Un po’ di tempo dopo capita l’occasione di parlare a tu per tu con mia sorella.

- Mi fai leggere i tuoi libri?

- Quali libri?

- Quelli che hai negli scaffali della tua libreria.

- Io sono gelosa dei miei libri.

- Con me non devi fare la gelosa … Io conosco i tuoi segreti, ma non parlo con nessuno …

- Quali segreti?

- Tu fai sesso con il nostro amico …

- Cosa dici?

- Vi ho visti quando in salotto ti carezza le cosce … e il sesso …

- ??? !!!

- Ma io non parlo con nessuno … io so mantenere i segreti!

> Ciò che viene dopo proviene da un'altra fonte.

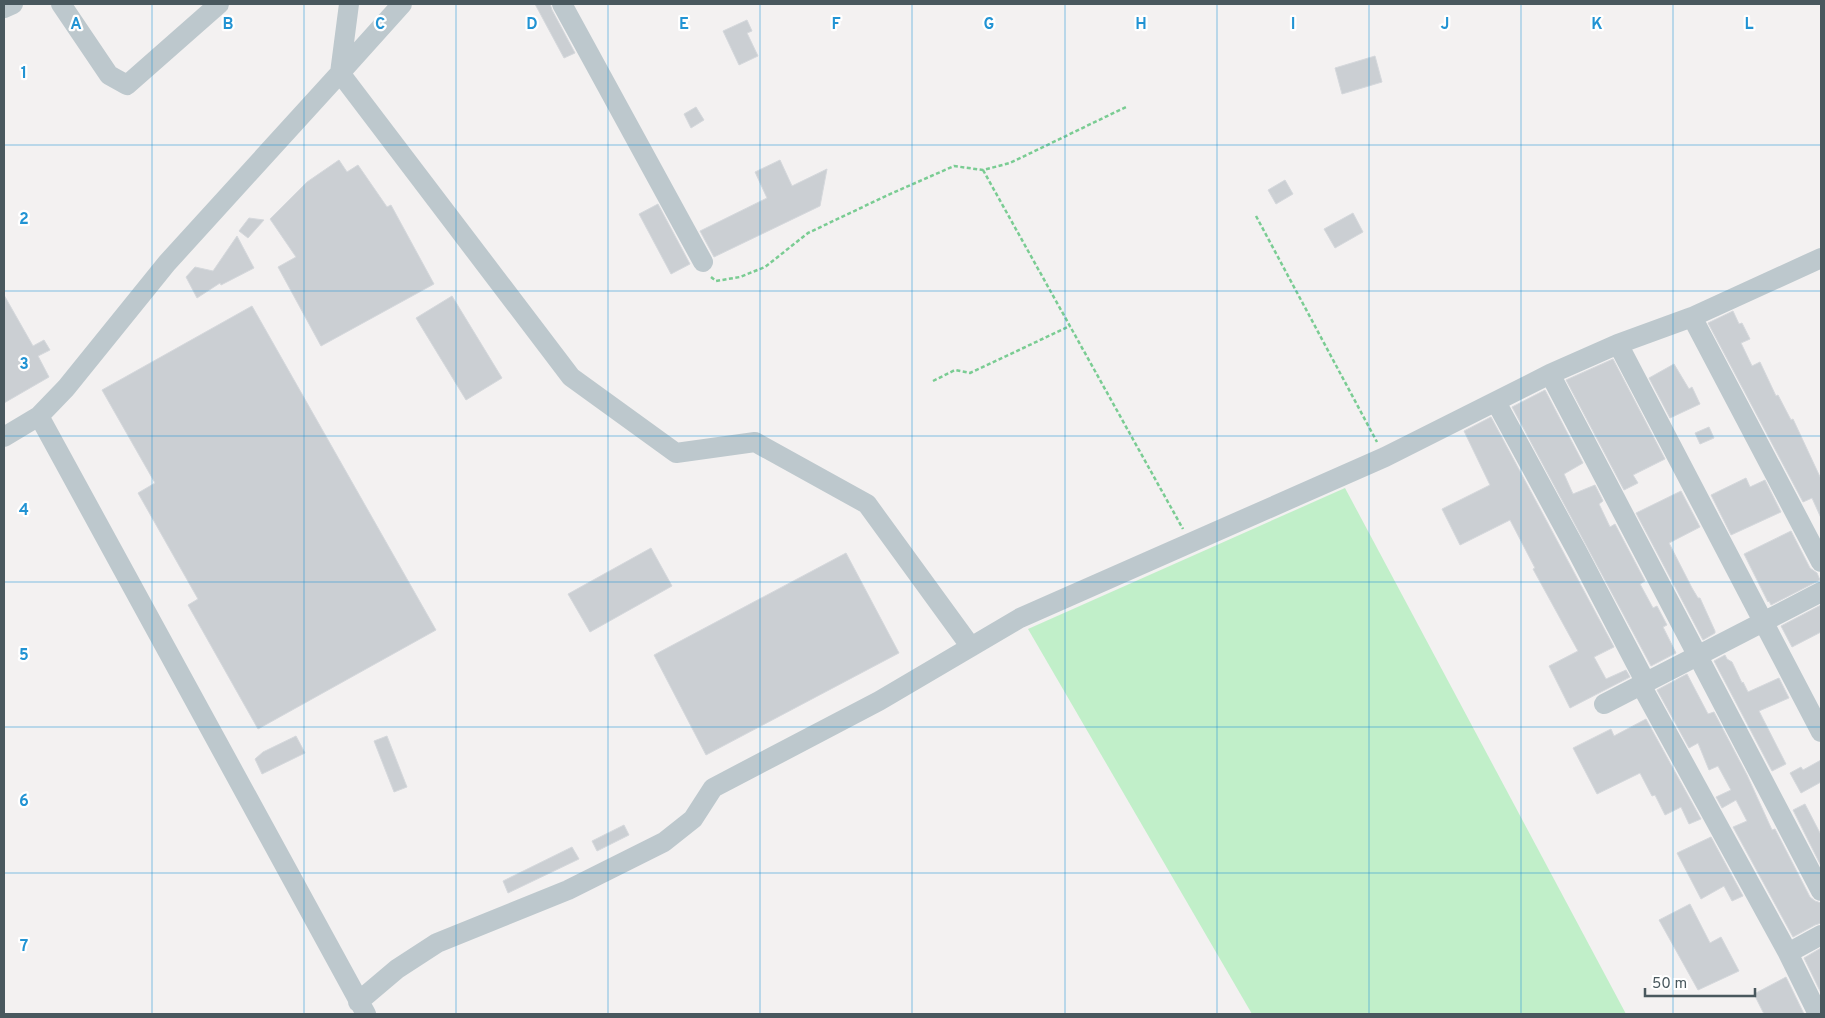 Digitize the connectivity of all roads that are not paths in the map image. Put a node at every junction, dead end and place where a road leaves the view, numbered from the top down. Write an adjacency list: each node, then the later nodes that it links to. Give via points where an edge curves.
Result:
1 (13, 4): 7 (street)
2 (61, 4): 3 (street, via 108,75 127,85)
3 (219, 4)
4 (350, 4): 8 (street)
5 (402, 4): 8 (street)
6 (562, 4): 10 (street)
7 (4, 8)
8 (340, 73): 15 (street, via 167,263); 20 (street, via 571,376 676,453 755,442 867,504)
9 (1821, 258): 11 (street)
10 (703, 262)
11 (1692, 317): 12 (street); 17 (street)
12 (1618, 344): 13 (street); 19 (street)
13 (1550, 374): 14 (street); 21 (street)
14 (1496, 402): 20 (street, via 1385,457 1020,618); 22 (street, via 1578,553)
15 (40, 416): 16 (street); 28 (street)
16 (4, 437)
17 (1821, 562)
18 (1821, 592): 19 (street)
19 (1765, 621): 21 (street); 24 (street)
20 (971, 647): 28 (street, via 879,701 713,788 693,819 664,842 568,890 436,943 397,969)
21 (1698, 655): 22 (street); 25 (street)
22 (1643, 684): 23 (street); 27 (street)
23 (1604, 704)
24 (1821, 732)
25 (1821, 891)
26 (1821, 935): 27 (street)
27 (1788, 953): 29 (street)
28 (363, 1009)
29 (1818, 1014)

- Quali … libri vuoi leggere?

- Quelli che hai nella tua libreria … Me li scelgo io … Li prendo uno alla volta e prima di prenderne un altro, poso quello che ho letto.

- Non me li rovinare …

- Tu hai mai visto un mio libro rovinato?

- No … veramente no.

- Allora posso prenderli?

- Si … puoi prenderli … ma non parlerai mai con nessuno di quello che hai visto?

- Giuro!

- Ok.

Affare fatto! Ora potevo leggere i libri di mia sorella. E mi tuffai a capofitto in una lettura instancabile.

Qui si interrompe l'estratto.